Reflections on PISA: Where We’ve Been and Where We’re Heading
August 22, 2016 01:07 pm
The Programme for International Student Assessment (PISA) is a triennial, global test of fifteen-year-olds in mathematics, science, and reading abilities taken alongside a questionnaire about their school experiences. The assessment also surveys principals about their students’ learning environments, from the physical location of the school to the activities offered. Since the test’s first administration in 2000, the Organisation for Economic Co-operation and Development (OECD) has collected PISA results from millions of students representing seventy different countries and economies.
OECD last administered PISA in 2012, and the United States, compared to other OECD nations, performed below average in mathematics and average in both reading and science.
In the four years since then, further analyses of the assessment have shed light on some issues pertinent to the United States, especially with regards to student perseverance, school environments, and financial literacy.
Student perseverance affects mathematics performance.
The 2012 PISA surveyed students’ ability to persist when faced with challenge and found that perseverance is associated with performance on the mathematics section of the exam. The OECD reported in May 2016 that low mathematics performers (those who scored below Level 2, which according to the OECD is “the baseline … proficiency that is required to participate fully in society”) were 19 percent more likely than their peers to respond that they would give up on solving problems. Low mathematics performers also responded that they were not reaping the benefits of their efforts. For example, although low mathematics performers reported studying course material and participating in mathematics-related extracurricular activities to a similar degree as their peers, they were 25 percent more likely to feel unprepared for quizzes or exams.
The United States needs to improve its efforts to build better school environments.
Qualities such as perseverance, the OECD states, “are malleable and can be influenced by the circumstances individuals encounter and the opportunities that they are given.” Fortunately, on average school environments have improved globally, providing more access to physical resources (e.g., textbooks, laboratory manuals, computers) as well as quality teachers who form better relationships with their students. The 2012 PISA also examined students’ sense of well-being and found that about 80 percent of students agreed or strongly agreed with the statement “I feel happy at school.” The U.S. student happiness index (79.7 percent) matched this OECD average.
However, this seemingly high proportion masks a few underlying concerns. First, U.S. students are less likely to report feeling happy at school compared to those from other developed nations like Japan (85.4 percent), Switzerland (87.1 percent), and Norway (86.9 percent). Second, 71 percent of OECD students attend schools where the principals agreed that their teachers foster social-emotional development as much as academic achievement. In contrast, only 64 percent of American students attend schools where the principals reported having that perception.
The graph below plots, for each nation, the percentage of students who agreed or strongly agreed with the statement “I feel happy at school” against average PISA mathematics scores, with the X- and Y-axes representing OECD averages in each measure. Nations and economies, like Singapore, that land in the shaded upper-right quadrant represent those with the highest-performing and happiest students. The United States falls approximately where the axes intersect, highlighting the nation’s room for improvement.
American students lag behind their peers in financial literacy.
Eighteen countries and economies, including the United States, participated in an optional assessment to examine students’ knowledge and application of bank statements, loans, insurance, and other financial documents. The United States ranked around the OECD average in terms of absolute score, percentage of lowest performers, and percentage of top performers.
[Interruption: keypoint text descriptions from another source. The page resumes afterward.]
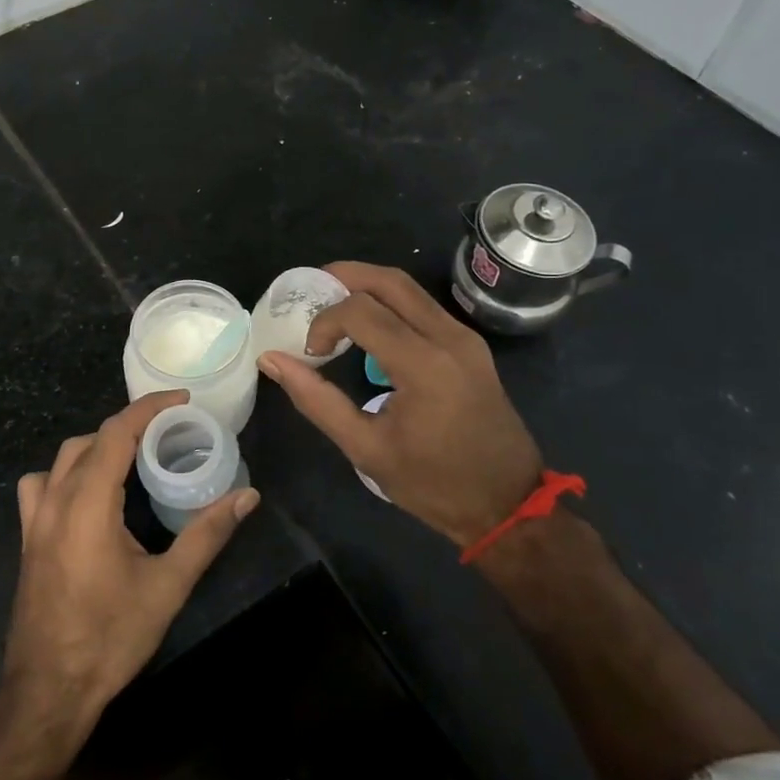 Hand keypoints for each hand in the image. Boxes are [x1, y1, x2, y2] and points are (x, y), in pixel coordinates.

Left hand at [5, 391, 259, 734]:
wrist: (48, 690)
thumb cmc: (110, 636)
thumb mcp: (167, 586)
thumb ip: (207, 534)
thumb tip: (247, 496)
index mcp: (89, 503)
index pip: (116, 433)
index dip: (149, 408)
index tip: (182, 401)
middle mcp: (56, 500)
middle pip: (91, 439)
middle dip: (129, 426)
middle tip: (168, 433)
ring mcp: (35, 520)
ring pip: (63, 458)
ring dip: (97, 446)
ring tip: (131, 459)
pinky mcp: (28, 539)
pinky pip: (40, 485)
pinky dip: (65, 473)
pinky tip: (86, 495)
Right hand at [258, 262, 542, 547]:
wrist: (508, 503)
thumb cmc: (434, 484)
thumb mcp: (366, 449)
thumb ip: (316, 400)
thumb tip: (272, 361)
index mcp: (424, 365)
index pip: (361, 311)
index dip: (326, 321)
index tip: (311, 352)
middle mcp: (449, 338)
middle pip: (390, 281)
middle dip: (345, 276)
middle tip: (311, 290)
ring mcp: (465, 338)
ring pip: (410, 288)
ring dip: (368, 285)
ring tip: (333, 302)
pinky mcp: (471, 345)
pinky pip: (424, 306)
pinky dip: (390, 302)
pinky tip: (369, 324)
However, underlying figures once again reveal much more about U.S. performance. OECD dictates that Level 2 is the “baseline of financial literacy proficiency … essential for full participation in society as an independent and responsible citizen.” Forty-four percent of U.S. students performed at Level 2 or below, compared to 38.2 percent of OECD students. Although the results did not reveal a significant gender gap in financial literacy, immigrants and students from low-income families across all OECD countries and economies tended to perform worse.
What is next?
In December, the Alliance for Excellent Education once again will partner with OECD on PISA Day to announce the results from the 2015 assessment. This year’s event will focus its analysis on the science section, the second iteration of the financial literacy exam, and a new collaborative problem-solving (CPS) component. The OECD writes that CPS is a necessary underlying skill for civic engagement, the workforce, and project-based learning in schools. In the future, the OECD is poised to add new components to the PISA, assessing skills it deems essential for student success. For example, Andreas Schleicher, OECD’s director for the Directorate of Education and Skills, proposes for the 2018 PISA to test students’ “global competence,” defined as “how well pupils can navigate an increasingly diverse world, with an awareness of different cultures and beliefs.”
Ji Soo Song is a policy and advocacy intern at the Alliance.